## Activity
Output the entries exactly. Start at the first line, finish with the line containing "M620 769 622", and omit the pictures.

[Data records]
BEGIN
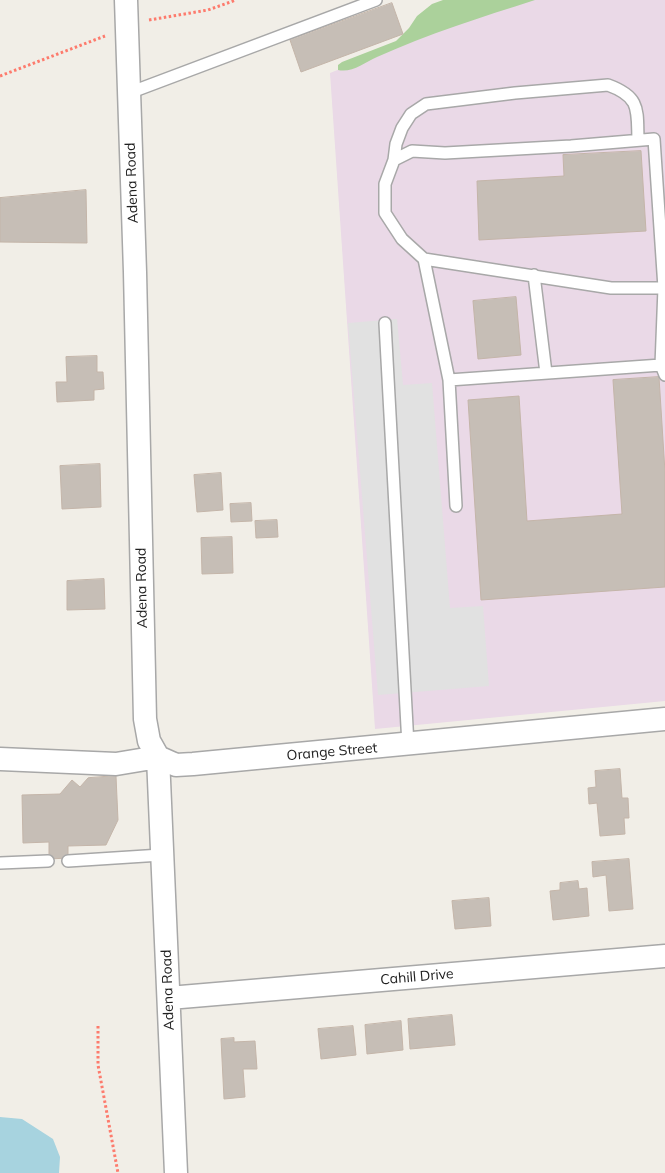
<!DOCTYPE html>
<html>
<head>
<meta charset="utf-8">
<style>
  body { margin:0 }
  canvas { display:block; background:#f1eee7 }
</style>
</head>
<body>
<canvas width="665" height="1173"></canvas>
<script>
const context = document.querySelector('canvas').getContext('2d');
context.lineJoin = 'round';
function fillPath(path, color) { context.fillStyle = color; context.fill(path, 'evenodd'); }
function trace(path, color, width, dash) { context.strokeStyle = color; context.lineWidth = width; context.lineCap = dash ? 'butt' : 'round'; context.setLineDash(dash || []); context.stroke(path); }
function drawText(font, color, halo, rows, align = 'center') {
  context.font = font + ' Mulish,sans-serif'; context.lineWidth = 4.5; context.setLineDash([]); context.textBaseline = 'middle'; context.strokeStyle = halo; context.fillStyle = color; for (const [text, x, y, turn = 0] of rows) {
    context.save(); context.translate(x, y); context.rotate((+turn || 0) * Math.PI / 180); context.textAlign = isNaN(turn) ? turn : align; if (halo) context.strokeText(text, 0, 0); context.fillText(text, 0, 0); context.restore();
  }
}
fillPath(new Path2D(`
  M515 0H665V701L375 729 330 73Z`), '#ead9e7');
fillPath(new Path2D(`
  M443 0H535C482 17 428 34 377 57 364 63 352 73 338 70V65L342 62 396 41 409 28 417 16 432 4Z`), '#abd19b');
fillPath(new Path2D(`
  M397 319 403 385 432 383 450 608 483 606 489 686 378 695 348 323Z`), '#e1e1e1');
fillPath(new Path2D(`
  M0 1117 22 1119 53 1139 60 1157 59 1173H0Z`), '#a7d3df');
const building = new Path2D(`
  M392 3 403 34 301 72 290 40Z
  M641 151 646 231 479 240 477 181 564 176 563 155Z
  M86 190 87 243 0 242V198Z
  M516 297 521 355 478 359 473 301Z
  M97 356V372H103L104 389 94 390V400L57 402 56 382H67L66 357Z
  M659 377 665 472V587L481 600 468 400 519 396 527 521 622 514 613 380Z
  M100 464 101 507 62 509 60 466Z
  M221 473 223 510 197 512 194 475Z
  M251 503 252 521 231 522 230 504Z
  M277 520 278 537 256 538 255 521Z
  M232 537 233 573 202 574 201 538Z
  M104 579 105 609 67 610V581Z
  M620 769 622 798H628L629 818H624L625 834 600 836 597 803 589 804 588 788 596 787 595 771Z
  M116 776 118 820 106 845 68 846V858L49 859V842L23 843 22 795 60 794 72 780 80 787 88 778Z
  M629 859 633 909 609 911 606 875 593 877 592 862Z
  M578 881 579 889 587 888 589 916 553 920 550 891 560 890V883Z
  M489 898 491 926 455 929 452 901Z
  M452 1015 455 1045 410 1049 408 1019Z
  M401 1021 403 1050 367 1054 365 1025Z
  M353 1026 356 1055 321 1059 318 1029Z
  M234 1038V1042L255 1041 257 1069H243L245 1097 224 1099 221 1039Z`);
fillPath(building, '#c6beb6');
trace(building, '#c4b5a9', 1);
const service = new Path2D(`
  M129 93 376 0
  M394 160 396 144 402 128 411 114 426 104 515 93 608 85C641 97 637 110 638 140
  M424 259 449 380
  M534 275 546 373
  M664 288H611L424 259 402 239 385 213V184L394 160 412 151 445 153 571 146 654 139 664 288 661 365 665 375
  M385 323 408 745
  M456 506 449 380 661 365
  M68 861 161 855
  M0 863 48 861`);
const minor = new Path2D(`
  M126 0 135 272 145 719 149 741 158 757 176 1173
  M0 759 116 764 158 757 176 765 193 764 665 719
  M169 998 665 956`);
trace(service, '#a8a8a8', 14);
trace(minor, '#a8a8a8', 25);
trace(new Path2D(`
  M149 20 208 10 236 0
  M0 76 105 36
  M98 1026V1065L118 1173`), '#fd7b6d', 3, [2.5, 2.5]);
trace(service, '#fff', 11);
trace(minor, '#fff', 22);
drawText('14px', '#212121', '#fff', [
  ["Adena Road",132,183,-92],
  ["Adena Road",142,588,-91],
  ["Orange Street",332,752,-5],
  ["Cahill Drive",417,977,-5],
  ["Adena Road",168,990,-92]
]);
</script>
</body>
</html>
END
## Exercise solution
<!DOCTYPE html>
<html>
<head>
<meta charset="utf-8">
<style>
  body { margin:0 }
  canvas { display:block; background:#f1eee7 }
</style>
</head>
<body>
<canvas width="665" height="1173"></canvas>
<script>
const context = document.querySelector('canvas').getContext('2d');
context.lineJoin = 'round';
function fillPath(path, color) { context.fillStyle = color; context.fill(path, 'evenodd'); }
function trace(path, color, width, dash) { context.strokeStyle = color; context.lineWidth = width; context.lineCap = dash ? 'butt' : 'round'; context.setLineDash(dash || []); context.stroke(path); }
function drawText(font, color, halo, rows, align = 'center') {
  context.font = font + ' Mulish,sans-serif'; context.lineWidth = 4.5; context.setLineDash([]); context.textBaseline = 'middle'; context.strokeStyle = halo; context.fillStyle = color; for (const [text, x, y, turn = 0] of rows) {
    context.save(); context.translate(x, y); context.rotate((+turn || 0) * Math.PI / 180); context.textAlign = isNaN(turn) ? turn : align; if (halo) context.strokeText(text, 0, 0); context.fillText(text, 0, 0); context.restore();
  }
}
fillPath(new Path2D(`
  M515 0H665V701L375 729 330 73Z`), '#ead9e7');
fillPath(new Path2D(`
  M443 0H535C482 17 428 34 377 57 364 63 352 73 338 70V65L342 62 396 41 409 28 417 16 432 4Z`), '#abd19b');
fillPath(new Path2D(`
  M397 319 403 385 432 383 450 608 483 606 489 686 378 695 348 323Z`), '#e1e1e1');
fillPath(new Path2D(`
  M0 1117 22 1119 53 1139 60 1157 59 1173H0Z`), '#a7d3df');
const building = new Path2D(`
  M392 3 403 34 301 72 290 40Z
  M641 151 646 231 479 240 477 181 564 176 563 155Z
  M86 190 87 243 0 242V198Z
  M516 297 521 355 478 359 473 301Z
  M97 356V372H103L104 389 94 390V400L57 402 56 382H67L66 357Z
  M659 377 665 472V587L481 600 468 400 519 396 527 521 622 514 613 380Z
  M100 464 101 507 62 509 60 466Z
  M221 473 223 510 197 512 194 475Z
  M251 503 252 521 231 522 230 504Z
  M277 520 278 537 256 538 255 521Z
  M232 537 233 573 202 574 201 538Z
  M104 579 105 609 67 610V581Z
  M620 769 622 798H628L629 818H624L625 834 600 836 597 803 589 804 588 788 596 787 595 771Z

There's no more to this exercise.